Berlin · Die Freundschaft zwischen Deutschland und den USA steht vor einer weiteren Belastungsprobe: Jetzt wird auch das Verteidigungsministerium von einem möglichen Spionage-Fall erschüttert.

Der Skandal um die Aktivitäten der US-Geheimdienste auf deutschem Boden nimmt immer größere Ausmaße an. Die Bundesanwaltschaft ermittelt jetzt auch gegen einen mutmaßlichen Spitzel im Verteidigungsministerium. Der Mann wirkte offenbar an der Vorbereitung sicherheitspolitischer Richtungsentscheidungen mit.
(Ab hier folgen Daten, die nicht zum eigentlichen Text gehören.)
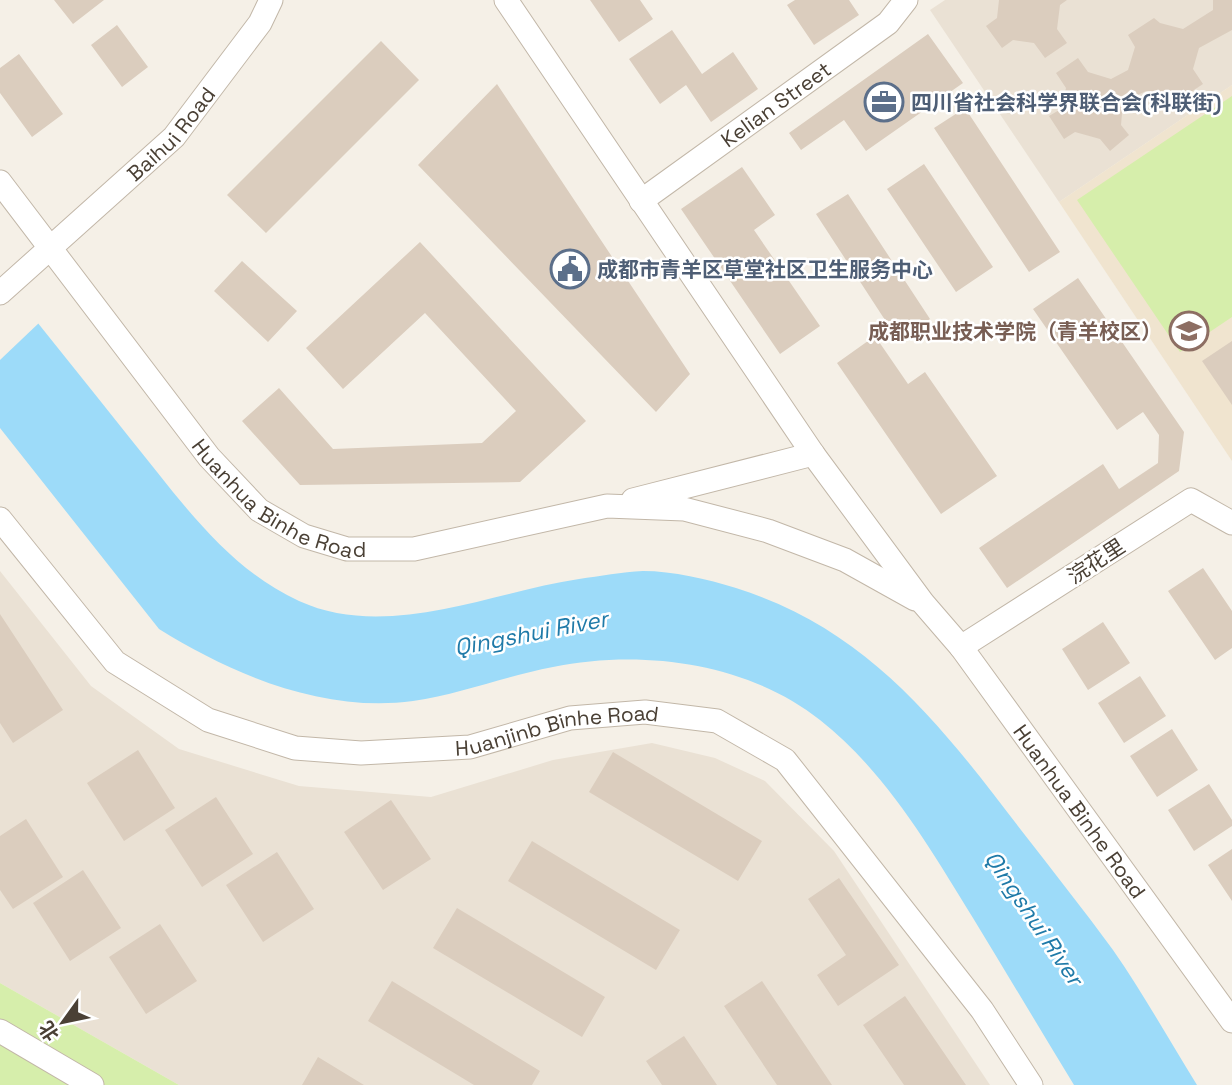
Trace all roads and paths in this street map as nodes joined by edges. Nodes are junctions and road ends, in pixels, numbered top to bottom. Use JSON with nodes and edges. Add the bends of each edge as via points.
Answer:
{"nodes":[{"id":1,"x":271,"y":0,"type":"edge"},
{"id":2,"x":506,"y":0,"type":"edge"},
{"id":3,"x":905,"y":0,"type":"edge"},
{"id":4,"x":0,"y":182,"type":"edge"},
{"id":5,"x":641,"y":201,"type":"junction"},
{"id":6,"x":50,"y":246,"type":"junction"},
{"id":7,"x":7,"y":286,"type":"edge"},
{"id":8,"x":813,"y":454,"type":"junction"},
{"id":9,"x":607,"y":506,"type":"junction"},
{"id":10,"x":0,"y":519,"type":"edge"},
{"id":11,"x":1232,"y":523,"type":"edge"},
{"id":12,"x":923,"y":603,"type":"junction"},
{"id":13,"x":961,"y":647,"type":"junction"},
{"id":14,"x":1232,"y":1021,"type":"edge"},
{"id":15,"x":0,"y":1031,"type":"edge"},
{"id":16,"x":92,"y":1085,"type":"edge"},
{"id":17,"x":1031,"y":1085,"type":"edge"}],
"edges":[{"from":1,"to":6,"type":"street","name":"Baihui Road","via":[[260,23],[174,137]]},
{"from":2,"to":5,"type":"street","name":"Huanhua Binhe Road"},
{"from":3,"to":5,"type":"street","name":"Kelian Street","via":[[888,23]]},
{"from":4,"to":6,"type":"street","name":"Huanhua Binhe Road"},
{"from":5,"to":8,"type":"street","name":"Huanhua Binhe Road"},
{"from":6,"to":7,"type":"street","name":"Baihui Road"},
{"from":6,"to":9,"type":"street","name":"Huanhua Binhe Road","via":[[209,457],[259,510],[304,536],[347,549],[414,549]]},
{"from":8,"to":9,"type":"street","name":"Huanhua Binhe Road"},
{"from":8,"to":12,"type":"street","name":"Huanhua Binhe Road"},
{"from":9,"to":12,"type":"street","name":"Huanhua Binhe Road","via":[[684,509],[768,531],[845,560]]},
{"from":10,"to":17,"type":"street","name":"Huanjinb Binhe Road","via":[[114,662],[208,720],[295,747],[361,753],[470,747],[570,718],[645,712],[717,721],[785,760],[982,1010]]},
{"from":11,"to":13,"type":"street","name":"浣花里","via":[[1191,500]]},
{"from":12,"to":13,"type":"street","name":"Huanhua Binhe Road"},
{"from":13,"to":14,"type":"street","name":"Huanhua Binhe Road"},
{"from":15,"to":16,"type":"street"}]}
Ein Haftbefehl wurde zunächst nicht ausgestellt, weil es bisher nur Indizien für seine Agententätigkeit gibt. "Wir nehmen den Fall sehr ernst", sagte gestern aber ein Sprecher von Verteidigungsministerin Ursula von der Leyen (CDU ).

Seit einer Woche sitzt bereits ein Beamter des Bundesnachrichtendienstes in Untersuchungshaft, weil er die Amerikaner gegen Bezahlung mit geheimen Informationen versorgt haben soll. Die Affäre wird zunehmend auch für Kanzlerin Angela Merkel (CDU ) zum schweren Problem. Regierungssprecher Steffen Seibert sprach erstmals von "tiefgreifenden Meinungsverschiedenheiten". In Berlin wird nun intensiv über Gegenmaßnahmen nachgedacht, bis hin zur Ausweisung von US-Botschaftsmitarbeitern.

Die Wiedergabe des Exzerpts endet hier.